According to the report, constituencies like Kancheepuram, Dharmapuri, Sriperumbudur, and Mathura have more votes counted in the final tally than those that were cast. The difference is in tens of thousands of votes.

Furthermore, several tens of thousands of machines have gone missing and the ECI has no record of where they are.

According to a series of RTI applications filed by information activist Manoranjan Roy with the ECI and the machine manufacturers BEL and ECIL, in a span of about 15 years, 964,270 machines have gone missing or are unaccounted for. The ECI says every machine has a uniquely identifiable and trackable serial number.

The obvious question is where are those machines? Could they not be rigged and used to replace the ones used in voting?

The ECI, of course, has remained silent on these questions.

EVMs and their alleged tampering became such a big issue immediately after the 2019 elections that a delegation of senior leaders from all major opposition parties met and asked the ECI to tally the electronic vote counts with the paper trail provided by the machines.

The ECI didn’t budge.

Not until the parties petitioned the Supreme Court of India and the Supreme Court directed the ECI to do so did the commission relent.

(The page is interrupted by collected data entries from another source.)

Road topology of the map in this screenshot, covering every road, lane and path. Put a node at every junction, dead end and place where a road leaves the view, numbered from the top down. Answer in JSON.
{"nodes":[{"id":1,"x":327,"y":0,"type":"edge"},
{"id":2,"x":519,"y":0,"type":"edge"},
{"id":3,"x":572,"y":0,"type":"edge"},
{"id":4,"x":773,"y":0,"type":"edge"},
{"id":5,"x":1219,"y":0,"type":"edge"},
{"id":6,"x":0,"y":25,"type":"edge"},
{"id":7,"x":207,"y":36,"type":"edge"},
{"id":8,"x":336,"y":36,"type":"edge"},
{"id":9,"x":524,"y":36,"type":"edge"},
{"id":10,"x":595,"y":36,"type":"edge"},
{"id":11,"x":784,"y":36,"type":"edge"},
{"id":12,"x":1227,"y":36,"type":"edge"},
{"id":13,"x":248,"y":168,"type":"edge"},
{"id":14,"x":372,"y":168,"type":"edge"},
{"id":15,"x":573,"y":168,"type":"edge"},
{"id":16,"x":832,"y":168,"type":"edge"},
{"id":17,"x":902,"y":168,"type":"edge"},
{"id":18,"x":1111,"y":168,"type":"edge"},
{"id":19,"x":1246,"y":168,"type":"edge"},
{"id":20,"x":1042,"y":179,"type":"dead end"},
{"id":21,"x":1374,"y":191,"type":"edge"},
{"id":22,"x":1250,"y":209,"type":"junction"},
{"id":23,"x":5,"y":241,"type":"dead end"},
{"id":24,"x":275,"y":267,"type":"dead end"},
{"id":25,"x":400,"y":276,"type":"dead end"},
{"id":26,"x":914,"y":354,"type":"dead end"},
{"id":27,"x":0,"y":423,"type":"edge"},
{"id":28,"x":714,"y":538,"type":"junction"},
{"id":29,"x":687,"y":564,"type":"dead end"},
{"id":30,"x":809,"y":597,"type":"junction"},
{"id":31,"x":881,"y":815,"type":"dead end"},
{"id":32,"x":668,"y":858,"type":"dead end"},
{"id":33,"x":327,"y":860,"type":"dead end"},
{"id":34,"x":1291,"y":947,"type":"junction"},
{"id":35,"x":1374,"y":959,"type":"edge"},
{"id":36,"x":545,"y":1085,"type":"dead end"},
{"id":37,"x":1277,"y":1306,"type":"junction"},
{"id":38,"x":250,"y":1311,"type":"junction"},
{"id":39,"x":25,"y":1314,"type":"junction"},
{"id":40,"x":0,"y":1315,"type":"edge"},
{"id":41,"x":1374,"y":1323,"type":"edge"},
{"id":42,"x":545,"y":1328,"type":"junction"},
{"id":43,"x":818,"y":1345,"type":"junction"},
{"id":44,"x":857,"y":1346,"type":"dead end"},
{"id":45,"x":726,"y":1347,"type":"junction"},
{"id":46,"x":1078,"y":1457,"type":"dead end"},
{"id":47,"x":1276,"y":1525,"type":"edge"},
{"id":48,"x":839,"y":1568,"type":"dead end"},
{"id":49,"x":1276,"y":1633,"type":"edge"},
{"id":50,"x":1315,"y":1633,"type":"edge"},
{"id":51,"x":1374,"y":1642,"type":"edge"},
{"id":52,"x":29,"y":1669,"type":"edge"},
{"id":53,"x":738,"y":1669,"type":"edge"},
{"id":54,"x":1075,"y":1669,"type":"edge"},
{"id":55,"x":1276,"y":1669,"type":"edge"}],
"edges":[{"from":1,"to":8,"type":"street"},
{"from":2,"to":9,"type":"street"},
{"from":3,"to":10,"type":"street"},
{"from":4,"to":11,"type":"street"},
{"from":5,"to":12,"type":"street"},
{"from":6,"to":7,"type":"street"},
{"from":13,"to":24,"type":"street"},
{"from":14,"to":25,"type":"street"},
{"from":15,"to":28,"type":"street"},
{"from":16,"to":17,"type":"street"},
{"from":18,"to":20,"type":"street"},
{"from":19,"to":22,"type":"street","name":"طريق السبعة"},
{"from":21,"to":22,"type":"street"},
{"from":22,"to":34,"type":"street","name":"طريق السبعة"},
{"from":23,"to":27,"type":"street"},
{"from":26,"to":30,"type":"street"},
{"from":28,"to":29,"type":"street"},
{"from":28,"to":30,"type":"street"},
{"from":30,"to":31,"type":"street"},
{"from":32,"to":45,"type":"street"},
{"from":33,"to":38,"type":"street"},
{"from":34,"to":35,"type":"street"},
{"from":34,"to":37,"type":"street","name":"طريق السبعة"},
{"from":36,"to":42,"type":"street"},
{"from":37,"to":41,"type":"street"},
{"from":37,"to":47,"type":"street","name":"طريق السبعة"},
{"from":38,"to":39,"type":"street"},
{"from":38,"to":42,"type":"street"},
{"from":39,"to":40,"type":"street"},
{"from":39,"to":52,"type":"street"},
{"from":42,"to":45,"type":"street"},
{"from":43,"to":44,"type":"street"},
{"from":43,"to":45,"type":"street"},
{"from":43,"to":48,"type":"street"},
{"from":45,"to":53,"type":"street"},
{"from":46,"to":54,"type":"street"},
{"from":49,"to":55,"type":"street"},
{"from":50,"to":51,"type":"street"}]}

Even then, the ECI only tallied only 1.19 percent (20,625 out of 1,730,000) of the voter-verified paper audit trail (VVPAT) enabled machines.

“This sampling is grossly insufficient — anything below 20 percent of randomized tallying in each constituency won’t be a true test of the accuracy of the machines,” said Anupam Saraph. Saraph, a professor of computation and technology at the Symbiosis Institute of Computer Research in Pune, has been investigating the use of EVMs and the biometric databases and their effect on elections for several years.

According to his research, EVMs are stealing elections and the entire exercise of tallying is simply creating an illusion of accuracy. 

“The term VVPAT is itself misleading,” Saraph says, “It doesn’t really give the voter a verifiable paper trail. The VVPAT is nothing more than a vote display unit.” 

“Let’s say I’m a voter and I press a button and see that the VVPAT machine gave me a wrong output,” Saraph said. “What can I do to prove that to the polling officer? He’ll ask me to prove that the machine malfunctioned. But the VVPAT machine isn’t giving me — the voter– the slip. So I have no way to prove that my vote wasn’t correctly recorded and I can be arrested for lying and creating a scene!”

Predictably, the victorious BJP has dismissed skepticism of EVMs as simply the rants of sore losers.

BJP leader G. V. L. Narasimha Rao mocked the opposition saying they were “looking for alibis” to explain their crushing defeat.

Ironically, in 2009, the same G. V. L. Narasimha Rao wrote a book titled Democracy At Risk! Can We Trust Our Electronic Voting Machines? The book, which has a foreword by BJP’s founding leader L. K. Advani and then-BJP ally N. Chandrababu Naidu, raised serious doubts about the political intent of introducing the machines and doing away with the traditional paper ballot. 

In 2010, it was another BJP leader, Subraminan Swamy, who launched a massive campaign that ultimately forced the Indian National Congress (INC), to junk machines procured between the years 2000 to 2005 and get machines that printed out a VVPAT. 

Central to Swamy’s campaign was a volume of EVM skeptic essays he co-edited with S. Kalyanaraman, an executive at the Asian Development Bank. The essays include scandalous statements like the possible use of trojans in display units to fool voters into believing they had their votes recorded correctly but instead, the votes went to a predetermined candidate.

Obviously, conducting elections at the scale India has to will leave gaps. But instead of acknowledging and proactively remedying areas of concern, ECI chief Sunil Arora has taken legitimate questions and concerns as affronts. He’s chosen a course of confrontation with voters, opposition parties and civil society — an attitude that may unravel the faith that 900 million voters put into the world’s largest democracy.